Lost in Translation

People are people. We’ve been around for a long time. Amongst many other things, we’ve used our precious time on this giant spinning rock to come up with sayings that cover pretty much everything that could conceivably occur. Some of them we use without truly having any frame of reference for how they came about, and they are often particular to their originating cultures. I mean, how many of us have a horse to lead to water let alone worrying about if it actually drinks? Does that have meaning in any language besides American English? And though we might feel like it at times, we don’t actually burn bridges that we would not prefer to cross again. Most people are not that nuts (Yes, I qualified that) but it sounds a little harsh if taken literally. This scenario was a real conversation.

The place where I work has its parent company in Europe. When people from different areas of the world come together in one place for a common purpose, it’s not only inspiring and heartening, it’s downright entertaining. Sometimes it’s something simple, such as getting days mixed up and insisting that the meeting is on the 3rd when the date today is the 9th. What she meant was the 30th, but she couldn’t figure out why we couldn’t get our calendars straight. Ordinal numbers… The struggle is real. Another incident involved me asking someone to “chuck” something. That one earned me a cocked head and odd look. I had to explain that “chucking” something meant to throw it away. Local terminology is often lost in translation.

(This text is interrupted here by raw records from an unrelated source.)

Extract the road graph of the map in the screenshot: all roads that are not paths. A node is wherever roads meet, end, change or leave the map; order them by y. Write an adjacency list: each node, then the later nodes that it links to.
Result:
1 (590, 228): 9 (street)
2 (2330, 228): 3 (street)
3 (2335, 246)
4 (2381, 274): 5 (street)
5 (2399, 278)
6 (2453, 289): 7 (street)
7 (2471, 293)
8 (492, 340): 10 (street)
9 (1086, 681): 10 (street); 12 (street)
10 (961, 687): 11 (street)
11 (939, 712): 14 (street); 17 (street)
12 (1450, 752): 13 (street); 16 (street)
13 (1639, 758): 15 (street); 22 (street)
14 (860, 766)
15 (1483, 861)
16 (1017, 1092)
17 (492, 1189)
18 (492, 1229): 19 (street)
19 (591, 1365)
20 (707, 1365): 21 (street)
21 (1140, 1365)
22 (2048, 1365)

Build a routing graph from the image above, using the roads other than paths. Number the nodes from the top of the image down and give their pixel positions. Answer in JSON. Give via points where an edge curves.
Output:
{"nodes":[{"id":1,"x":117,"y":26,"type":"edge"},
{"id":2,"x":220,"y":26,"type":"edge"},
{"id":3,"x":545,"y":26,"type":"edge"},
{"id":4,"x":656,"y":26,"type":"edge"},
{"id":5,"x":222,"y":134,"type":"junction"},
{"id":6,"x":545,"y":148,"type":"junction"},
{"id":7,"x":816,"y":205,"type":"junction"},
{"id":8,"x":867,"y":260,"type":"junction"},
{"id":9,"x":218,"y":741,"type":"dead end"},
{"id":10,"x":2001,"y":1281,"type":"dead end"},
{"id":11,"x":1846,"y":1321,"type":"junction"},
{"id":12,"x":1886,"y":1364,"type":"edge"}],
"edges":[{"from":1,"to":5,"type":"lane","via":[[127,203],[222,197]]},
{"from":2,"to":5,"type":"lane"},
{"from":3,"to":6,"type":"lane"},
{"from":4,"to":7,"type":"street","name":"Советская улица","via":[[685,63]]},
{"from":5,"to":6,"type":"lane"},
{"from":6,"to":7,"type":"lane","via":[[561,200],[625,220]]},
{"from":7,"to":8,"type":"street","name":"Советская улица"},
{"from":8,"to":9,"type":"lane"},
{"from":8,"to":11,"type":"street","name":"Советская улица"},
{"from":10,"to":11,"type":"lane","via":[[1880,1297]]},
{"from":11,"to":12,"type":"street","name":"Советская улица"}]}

When my son was almost four years old and I was a much younger me, we went to Costa Rica for a language immersion program through my school. For six weeks, he and I bee-bopped about the country and learned that language and culture were far more complicated than we’d ever imagined. Dialects often change depending on which side of the street you are standing. I’m really not exaggerating. As examples, Guatemala has over 40 distinct dialects with varying degrees of Indian and Spanish mixed with colloquialisms and personalizations for each town or village. Eskimos have more than 50 different words for “snow.” There’s the wet sticky stuff and the light and fluffy flakes, the spitting glitter kind and the kind that falls so hard you can’t even see the insides of your own eyelids. There are places like Belgium, which is situated between several other countries. The local language is influenced heavily by the languages of the countries that surround it. People at my work frequently switch mid-sentence between Dutch, French, and German, and the transition is so smooth that the casual listener never realizes that they switched.

A friend of mine told me about a trip she took across several South American countries where she knew that the vast majority of people spoke Spanish, but she had not planned for the drastic differences between dialects and local cultures. She asked one gentleman to go get the “gua gua” which in her understanding meant “bus.” What it meant to him, however, was the equivalent of the F-word. She accidentally told him what to go do with himself. Whoops. That one took some creative communication to resolve.

When I looked up the name of my blog to make sure it wasn’t taken, I came across references to another literary work that states that learning another language is like having a second soul. While I agree to a point and appreciate the poetic imagery, I will go a step further to say that wielding language gracefully can touch another person’s soul. Because of this truth, the wielding should be done judiciously. So many words in so many places right now are flung as daggers, piercing far deeper than people realize. What we need more than anything is for each of us to remember that people are people. The only race is the human one, regardless of which languages lift from our tongues. We must consider that one person’s bus is another person’s…. well, you get the idea. It is time to build bridges rather than burning them, and language can help us do this. In all things, the most graceful use of language is the one where we do not lose each other in the translation.